Fare integration across multiple operators is very doable, as London proves every day.

  by Matthew Mitchell
 
Bill R. wrote:Fare integration across multiple operators is very doable, as London proves every day.
And it happens in this country too: San Francisco is the best example (something like twenty operators participate in the fare integration program managed by their MPO--http://www.mtc.ca.gov/), but there are lots of other examples.

  by Matthew Mitchell
 
Bill R. wrote:A more realistic approach is changing they way SEPTA is structured to resemble something more like the RTA in northeastern Illinois. One subsidiary for city transit operations, and one subsidiary for suburban transit operations. It's not clear to me that commuter rail would be best served by being a third subsidiary, as opposed to being another organization responsible solely for commuter rail operations due to the current five-county border mindset that exists (remember how hard it was to reestablish service to Wilmington, and service to Reading still doesn't exist). Perhaps a geographically larger Southeastern Pensylvania Commuter Rail Authority (SEPCRA) including Berks, Dauphin and Lancaster, Lehigh and Northampton counties, or maybe an operating division within PennDOT (PennRail sounds snappy, doesn't it?)
I don't think that the structure of SEPTA (or its successor) as a five-county agency is an insurmountable obstacle to service outside the five counties. Purchase of service contracts are pretty common in the industry, like we have with the Delaware service and Metro-North has with NJT for service west of the Hudson.

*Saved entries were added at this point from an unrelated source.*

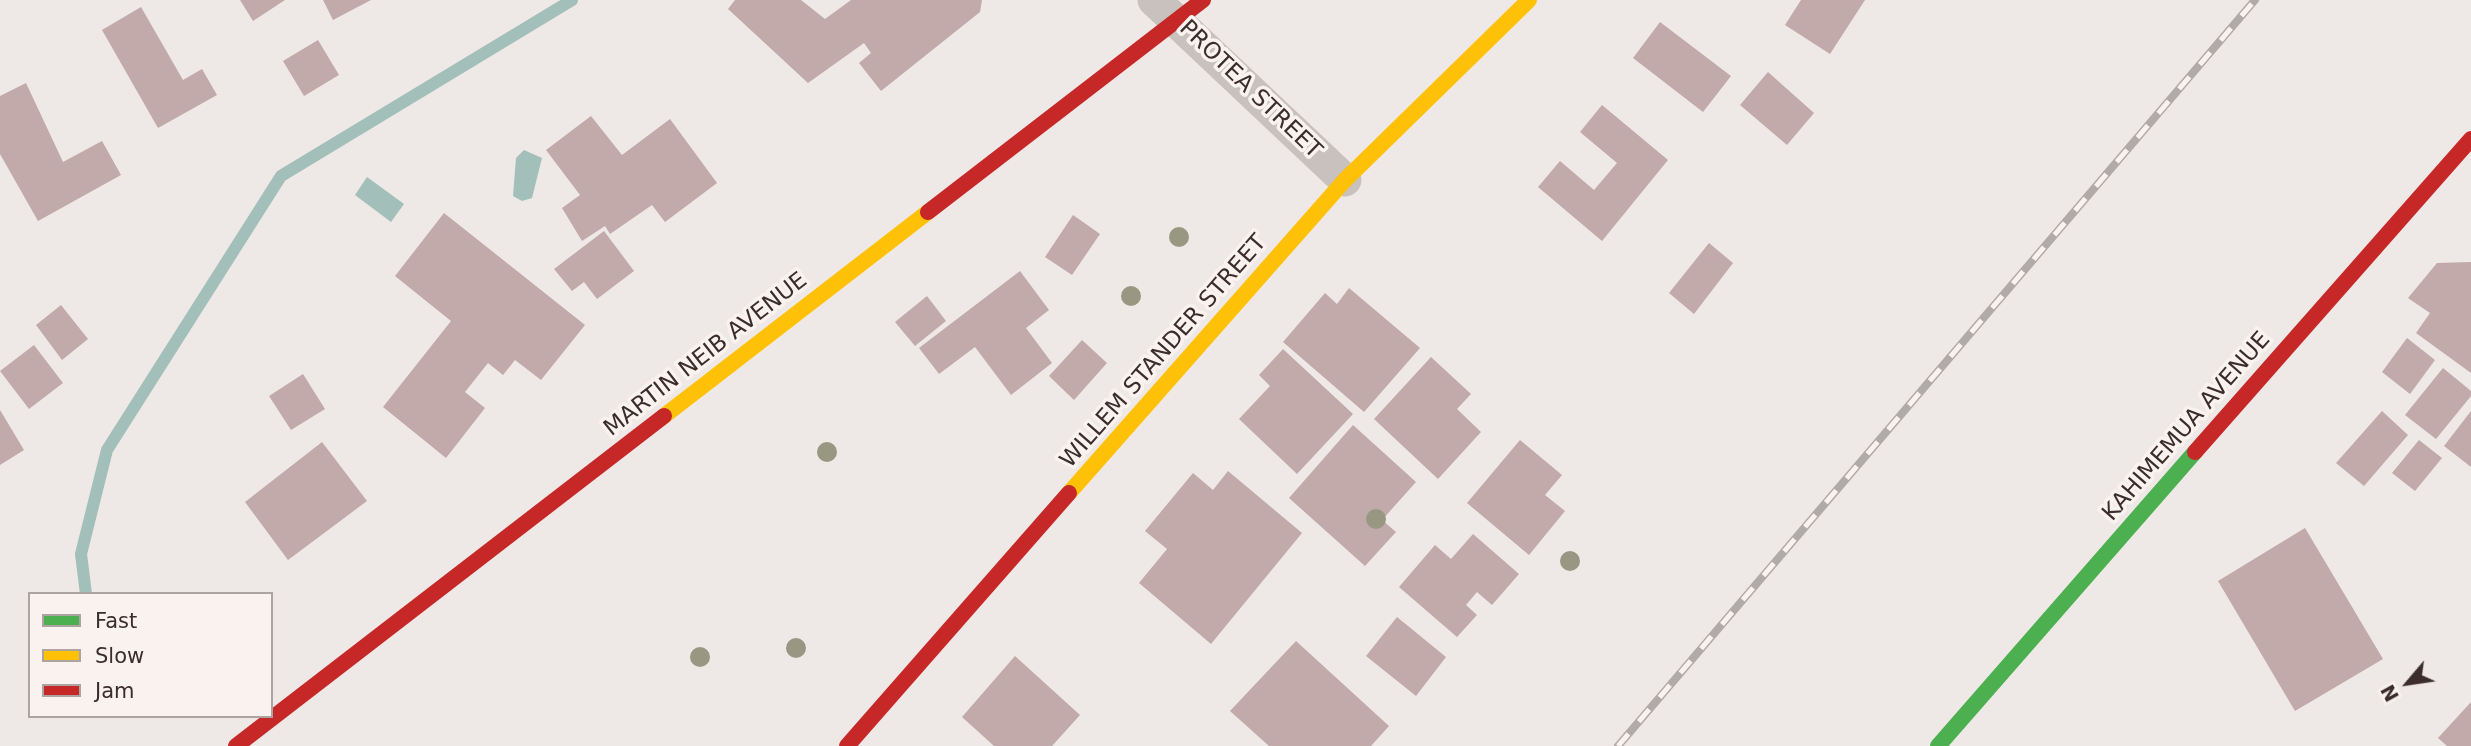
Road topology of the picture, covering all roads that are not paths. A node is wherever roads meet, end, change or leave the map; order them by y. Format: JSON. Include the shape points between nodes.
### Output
{"nodes":[{"id":1,"x":1203,"y":0,"type":"edge"},
{"id":2,"x":1529,"y":0,"type":"edge"},
{"id":3,"x":1166,"y":10,"type":"edge"},
{"id":4,"x":2466,"y":156,"type":"edge"},
{"id":5,"x":1345,"y":180,"type":"junction"},
{"id":6,"x":273,"y":717,"type":"edge"},
{"id":7,"x":271,"y":718,"type":"edge"},
{"id":8,"x":236,"y":746,"type":"edge"},
{"id":9,"x":847,"y":746,"type":"edge"},
{"id":10,"x":1938,"y":746,"type":"edge"}],
"edges":[{"from":1,"to":3,"type":"street","name":"MARTIN NEIB AVENUE"},
{"from":2,"to":5,"type":"street","name":"WILLEM STANDER STREET"},
{"from":3,"to":5,"type":"street","name":"PROTEA STREET"},
{"from":3,"to":6,"type":"street","name":"MARTIN NEIB AVENUE"},
{"from":4,"to":10,"type":"street","name":"KAHIMEMUA AVENUE"},
{"from":5,"to":9,"type":"street","name":"WILLEM STANDER STREET"},
{"from":7,"to":8,"type":"street","name":"MARTIN NEIB AVENUE"}]}
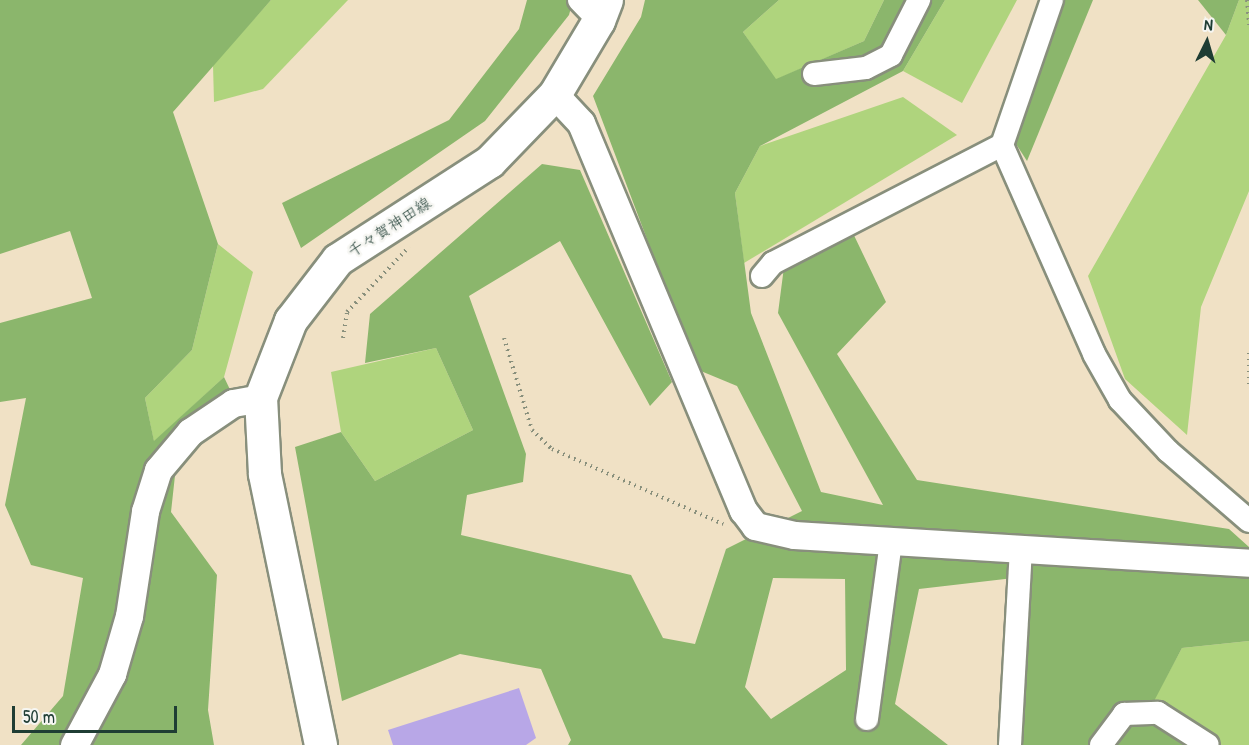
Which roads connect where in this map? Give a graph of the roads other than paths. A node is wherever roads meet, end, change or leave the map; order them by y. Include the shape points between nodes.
1 (919, 0) edge
2 (1052, 0) edge
3 (595, 7) edge
4 (814, 74) dead end
5 (555, 95) junction
6 (1002, 145) junction
7 (762, 276) dead end
8 (261, 398) junction
9 (1249, 521) edge
10 (891, 541) junction
11 (1022, 549) junction
12 (1249, 563) edge
13 (867, 718) dead end
14 (74, 745) edge
15 (321, 745) edge
16 (1010, 745) edge
17 (1101, 745) edge
18 (1208, 745) edge

1 - 4 street via 891,55 866,68
2 - 6 street
3 - 5 main road, 千々賀神田線
5 - 8 main road, 千々賀神田線 via 490,162 338,260 291,321
5 - 10 street via 581,123 743,510 755,526 794,535
6 - 7 street via 773,263
6 - 9 street via 1094,354 1120,400 1168,451
8 - 14 street via 233,404 190,432 158,471 145,511 129,616 112,674
8 - 15 main road, 千々賀神田線 via 265,474
10 - 11 street
10 - 13 street
11 - 12 street
11 - 16 street
17 - 18 street via 1124,714 1158,713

In fact, it might even make things easier, since you wouldn't have issues of overall governance. The outside counties decide how much service they want, and they pay for it. You're gonna have disagreements over funding and service levels even if the outside counties are in a new authority.

And whatever name a possible PennDOT rail division or other such entity has, it ought to have initials P.R.R.

  by R3toNEC
 
What was the Woodland Avenue Subway?

  by Matthew Mitchell
 
capuzfu wrote:What was the Woodland Avenue Subway?
The subway-surface tunnel to 40th Street. Woodland Ave. used to continue to Market Street. You can see from the campus layouts of Penn and Drexel where it used to be.

  by One of One-Sixty
 
[quote="Matthew MitchellAnd whatever name a possible PennDOT rail division or other such entity has, it ought to have initials P.R.R.[/quote]

Of coirse everything would have to be painted Tuscan Red :-D

  by Trackseventeen
 
Matthew Mitchell wrote:
capuzfu wrote:What was the Woodland Avenue Subway?
The subway-surface tunnel to 40th Street. Woodland Ave. used to continue to Market Street. You can see from the campus layouts of Penn and Drexel where it used to be.

Are you sure about that. Prior to the mid 1950s the trolley that went into the Subway (SSL) did so at the portal at 24th street in Center City. I have never heard the term "Woodland Ave Subway" in common parlance, but the subway we have for the SSLs west of the river is the same tunnel that was built. So if someone says Woodland Ave Subway they mean the tunnel that is under Woodland just after going underground.... There was no tunnel that was and was put out of service.

  by jsc
 
woodland ave continues in memory from 40th across 38th, past the quad dorms at penn, crosses Locust street (walk), encounters Walnut at 34th, cuts across to 33rd and Chestnut, and cuts across Drexel's campus to 32nd and Market where it ends. The tunnel that the subway surface cars use is, in fact called the woodland ave subway.

but most philadelphians would probably know it best as "the trolley tunnel".

  by Trackseventeen
 
maybe I misunderstood.... Today Woodland Ave ends at 38th Street. At one time it did continue all the way to Market in the vicinity of 32nd. The current SSL tunnel, I guess travels underneath what was Woodland Ave, but this area has since become pedestrian only parts off Penns Campus. From the post that I responded to, I got the impression that there was a tunnel under Woodland that is no longer used. I think we are on the same page.

  by jsc
 
you've got it. Woodland now ends at 38th, but used to continue to 32nd & Market.

  by Bill R.
 
In fact, there is a map on Page 33 in The Road to Upper Darby by Harold Cox which clearly shows the right-of-way that Woodland Avenue used to occupy before Penn eliminated it.